Doesn't this make people excited?
 
The only "exciting" effect is the vines/jungle growth invaded the everglades and southeastern America....

Since the Earth is getting "hotter" the vines are growing and taking over natives plants/killing them off.What is really going is the same idiots who keep Burmese Pythons as pets must have cousins who think non native vines/jungle plants look cool in their yards/backyards,,,

http://en.wikipedia.org/wiki/List_of_invasive_species_in_the_Everglades

Same thing happened in So. California where there is every kind of non native plant.The only reason it doesn't hurt the environment is because we paved over it all....:lol:
 
While I myself will miss the snow and snowstorms, I'm looking forward to another humid hothouse, with tropical jungle as far as the eye can see. :D

Just gotta let that water cycle catch up first, and it'll be a while. :(

Single-biome FTW!

(CFC really needs a Nerd smilie. A dozen years is FAR too long to go without at least one. :shake: )
 
If you're willing to wait 10-100 million years for natural selection to kick in with the good stuff, then yeah, would be pretty neat.
 
All that new arable land and easier access to resources in Canada, Russia, Greenland, Scandinavia, Alaska. Possibly parts of Antarctica could be explored for resources. Northern Passage will open reducing the importance of Panama and the Suez, some real ship traffic up in the Arctic. It's a brave new world once we get over the desertification, food and water shortages, disease and other similar things.
 
i thought legit use of megadeath to describe stuff was the most exciting side effect. :(
 
we won't be eating soylent green... we'll be eating jel-clear and maybe al-ga-grun
 
While I myself will miss the snow and snowstorms, I'm looking forward to another humid hothouse, with tropical jungle as far as the eye can see. :D

Climate change likely means more of both: snowstorms and deserts.
 
Then you'll have to make a bit of room. Empty a few niches. And wait a bit.
 
Nah, there will be plenty of desert as well.

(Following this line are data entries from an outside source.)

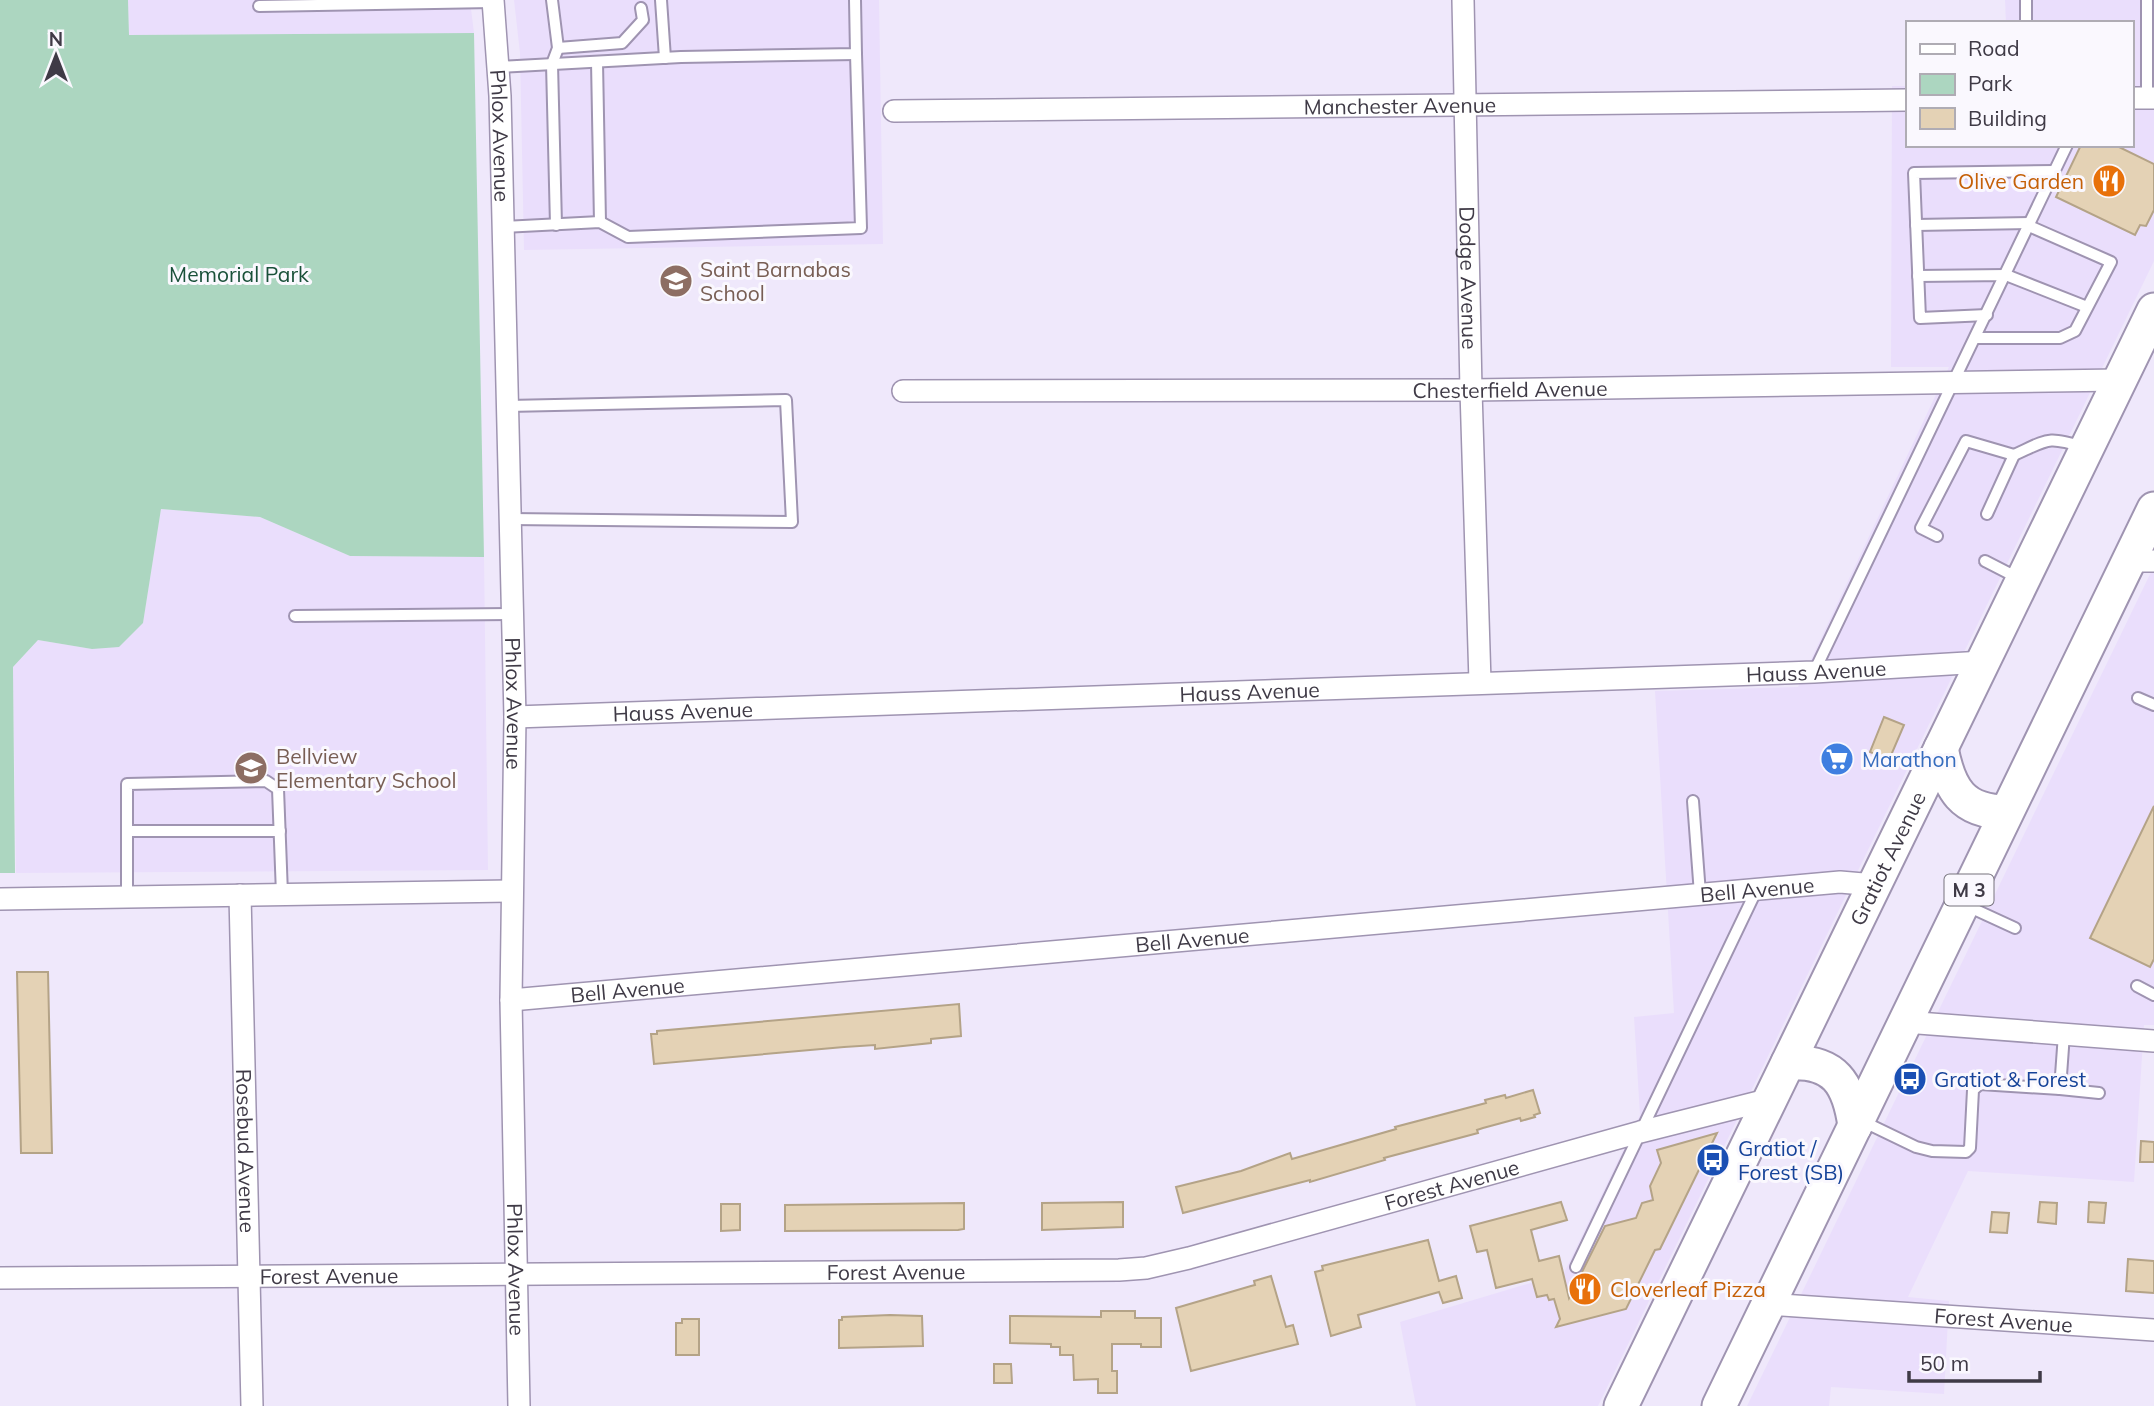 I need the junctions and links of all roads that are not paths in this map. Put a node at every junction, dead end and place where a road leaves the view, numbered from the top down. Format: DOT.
graph roads {
  1 [pos="552,0"];
  2 [pos="661,0"];
  3 [pos="855,0"];
  4 [pos="1463,0"];
  5 [pos="2026,0"];
  6 [pos="2147,0"];
  7 [pos="493,1"];
  8 [pos="259,6"];
  9 [pos="641,8"];
  10 [pos="2026,21"];
  11 [pos="558,48"];
  12 [pos="856,54"];
  13 [pos="665,58"];
  14 [pos="597,62"];
  15 [pos="552,64"];
  16 [pos="498,66"];
  17 [pos="2144,98"];
  18 [pos="1906,100"];
  19 [pos="1465,104"];
  20 [pos="894,111"];
  21 [pos="2066,147"];
  22 [pos="2055,171"];
  23 [pos="600,222"];
  24 [pos="2030,224"];
  25 [pos="556,225"];
  26 [pos="1916,225"];
  27 [pos="503,227"];
  28 [pos="2006,275"];
  29 [pos="1918,276"];
  30 [pos="2087,307"];
  31 [pos="1987,315"];
  32 [pos="2150,327"];
  33 [pos="1976,338"];
  34 [pos="2119,380"];
  35 [pos="1954,384"];
  36 [pos="1471,390"];
  37 [pos="903,391"];
  38 [pos="508,406"];
  39 [pos="2087,448"];
  40 [pos="2014,454"];
  41 [pos="2154,509"];
  42 [pos="1987,514"];
  43 [pos="510,519"];
  44 [pos="1937,536"];
  45 [pos="1985,561"];
  46 [pos="2142,561"];
  47 [pos="2022,580"];
  48 [pos="513,614"];
  49 [pos="295,616"];
  50 [pos="1983,662"];
  51 [pos="1814,672"];
  52 [pos="1480,682"];
  53 [pos="2138,698"];
  54 [pos="2154,705"];
  55 [pos="515,717"];
  56 [pos="1941,748"];
  57 [pos="1693,801"];
  58 [pos="2006,813"];
  59 [pos="127,831"];
  60 [pos="280,831"];
  61 [pos="1875,885"];
  62 [pos="1757,889"];
  63 [pos="512,891"];
  64 [pos="282,894"];
  65 [pos="1700,894"];
  66 [pos="240,895"];
  67 [pos="127,896"];
  68 [pos="0,899"];
  69 [pos="1962,903"];
  70 [pos="2015,928"];
  71 [pos="2137,986"];
  72 [pos="2154,995"];
  73 [pos="511,1000"];
  74 [pos="1905,1022"];
  75 [pos="2064,1034"];
  76 [pos="2154,1038"];
  77 [pos="1788,1063"];
  78 [pos="2060,1089"];
  79 [pos="2099,1093"];
  80 [pos="1771,1099"];
  81 [pos="1856,1123"];
  82 [pos="1640,1132"];
  83 [pos="1576,1267"];
  84 [pos="517,1273"];
  85 [pos="249,1275"];
  86 [pos="0,1278"];
  87 [pos="1768,1304"];
  88 [pos="2154,1330"];
  89 [pos="252,1406"];
  90 [pos="519,1406"];
  91 [pos="1621,1406"];
  92 [pos="1718,1406"];
  1 -- 11 [label="lane"];
  2 -- 13 [label="lane"];
  3 -- 12 [label="lane"];
  4 -- 19 [label="street, Dodge Avenue"];
  5 -- 10 [label="lane"];
  6 -- 17 [label="lane"];
  7 -- 8 [label="lane"];
  7 -- 16 [label="street, Phlox Avenue"];
  9 -- 11 [label="lane"];
  11 -- 15 [label="lane"];
  12 -- 13 [label="lane"];
  12 -- 23 [label="lane"];
  13 -- 14 [label="lane"];
  14 -- 15 [label="lane"];
  14 -- 23 [label="lane"];
  15 -- 16 [label="lane"];
  15 -- 25 [label="lane"];
  16 -- 27 [label="street, Phlox Avenue"];
  18 -- 19 [label="street, Manchester Avenue"];
  19 -- 20 [label="street, Manchester Avenue"];
  19 -- 36 [label="street, Dodge Avenue"];
  21 -- 22 [label="lane"];
  22 -- 24 [label="lane"];
  22 -- 26 [label="lane"];
  23 -- 25 [label="lane"];
  24 -- 26 [label="lane"];
  24 -- 28 [label="lane"];
  24 -- 30 [label="lane"];
  25 -- 27 [label="lane"];
  26 -- 29 [label="lane"];
  27 -- 38 [label="street, Phlox Avenue"];
  28 -- 29 [label="lane"];
  28 -- 30 [label="lane"];
  28 -- 31 [label="lane"];
  29 -- 31 [label="lane"];
  30 -- 33 [label="lane"];
  31 -- 33 [label="lane"];
  32 -- 34 [label="main road, Gratiot Avenue"];
  33 -- 35 [label="lane"];
  34 -- 35 [label="street, Chesterfield Avenue"];
  34 -- 39 [label="main road, Gratiot Avenue"];
  35 -- 36 [label="street, Chesterfield Avenue"];
  35 -- 51 [label="lane"];
  36 -- 37 [label="street, Chesterfield Avenue"];
  36 -- 52 [label="street, Dodge Avenue"];
  38 -- 43 [label="street, Phlox Avenue"];
  38 -- 43 [label="lane"];
  39 -- 40 [label="lane"];
  39 -- 47 [label="main road, Gratiot Avenue"];
  40 -- 42 [label="lane"];
  40 -- 44 [label="lane"];
  41 -- 46 [label="main road, M 3"];
  43 -- 48 [label="street, Phlox Avenue"];
  45 -- 47 [label="lane"];
  46 -- 58 [label="main road, M 3"];
  47 -- 50 [label="main road, Gratiot Avenue"];
  48 -- 49 [label="lane"];
  48 -- 55 [label="street, Phlox Avenue"];
  50 -- 51 [label="street, Hauss Avenue"];
  50 -- 56 [label="main road, Gratiot Avenue"];
  51 -- 52 [label="street, Hauss Avenue"];
  52 -- 55 [label="street, Hauss Avenue"];
  53 -- 54 [label="lane"];
  55 -- 63 [label="street, Phlox Avenue"];
  56 -- 58 [label="main road"];
  56 -- 61 [label="main road, Gratiot Avenue"];
  57 -- 65 [label="lane"];
  58 -- 69 [label="main road, M 3"];
  59 -- 60 [label="lane"];
  59 -- 60 [label="lane"];
  59 -- 67 [label="lane"];
  60 -- 64 [label="lane"];
  61 -- 62 [label="street, Bell Avenue"];
  61 -- 77 [label="main road, Gratiot Avenue"];
  62 -- 65 [label="street, Bell Avenue"];
  62 -- 82 [label="lane"];
  63 -- 64 [label="street"];
  63 -- 73 [label="street, Phlox Avenue"];
  64 -- 66 [label="street"];
  65 -- 73 [label="street, Bell Avenue"];
  66 -- 67 [label="street"];
  66 -- 85 [label="street, Rosebud Avenue"];
  67 -- 68 [label="street"];
  69 -- 70 [label="lane"];
  69 -- 74 [label="main road, M 3"];
  71 -- 72 [label="lane"];
  73 -- 84 [label="street, Phlox Avenue"];
  74 -- 75 [label="street"];
  74 -- 81 [label="main road, M 3"];
  75 -- 76 [label="street"];
  75 -- 78 [label="lane"];
  77 -- 80 [label="main road, Gratiot Avenue"];
  77 -- 81 [label="main road"];
  78 -- 79 [label="lane"];
  78 -- 81 [label="lane"];
  80 -- 82 [label="street, Forest Avenue"];
  80 -- 91 [label="main road, Gratiot Avenue"];
  81 -- 87 [label="main road, M 3"];
  82 -- 83 [label="lane"];
  82 -- 84 [label="street, Forest Avenue"];
  84 -- 85 [label="street, Forest Avenue"];
  84 -- 90 [label="street, Phlox Avenue"];
  85 -- 86 [label="street, Forest Avenue"];
  85 -- 89 [label="street, Rosebud Avenue"];
  87 -- 88 [label="street, Forest Avenue"];
  87 -- 92 [label="main road, M 3"];
}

Climate change likely means more of both: snowstorms and deserts.
I thought that only applied to the climate change itself, (eg, the transitionary periods between climates) not the after effects when things are (mostly/sort-of) stabilized in a new climate? :confused:

Although technically, there probably is such a thing as too hot, as I recall a (yahoo news; sorry :( ) article saying at one point in ancient, post-cambrian explosion prehistory, it was indeed hot enough for an equatorial dead zone/desert.
 
If there were giant monsters just beginning to roam the earth, we'd hunt them for sport so fast they'd die out.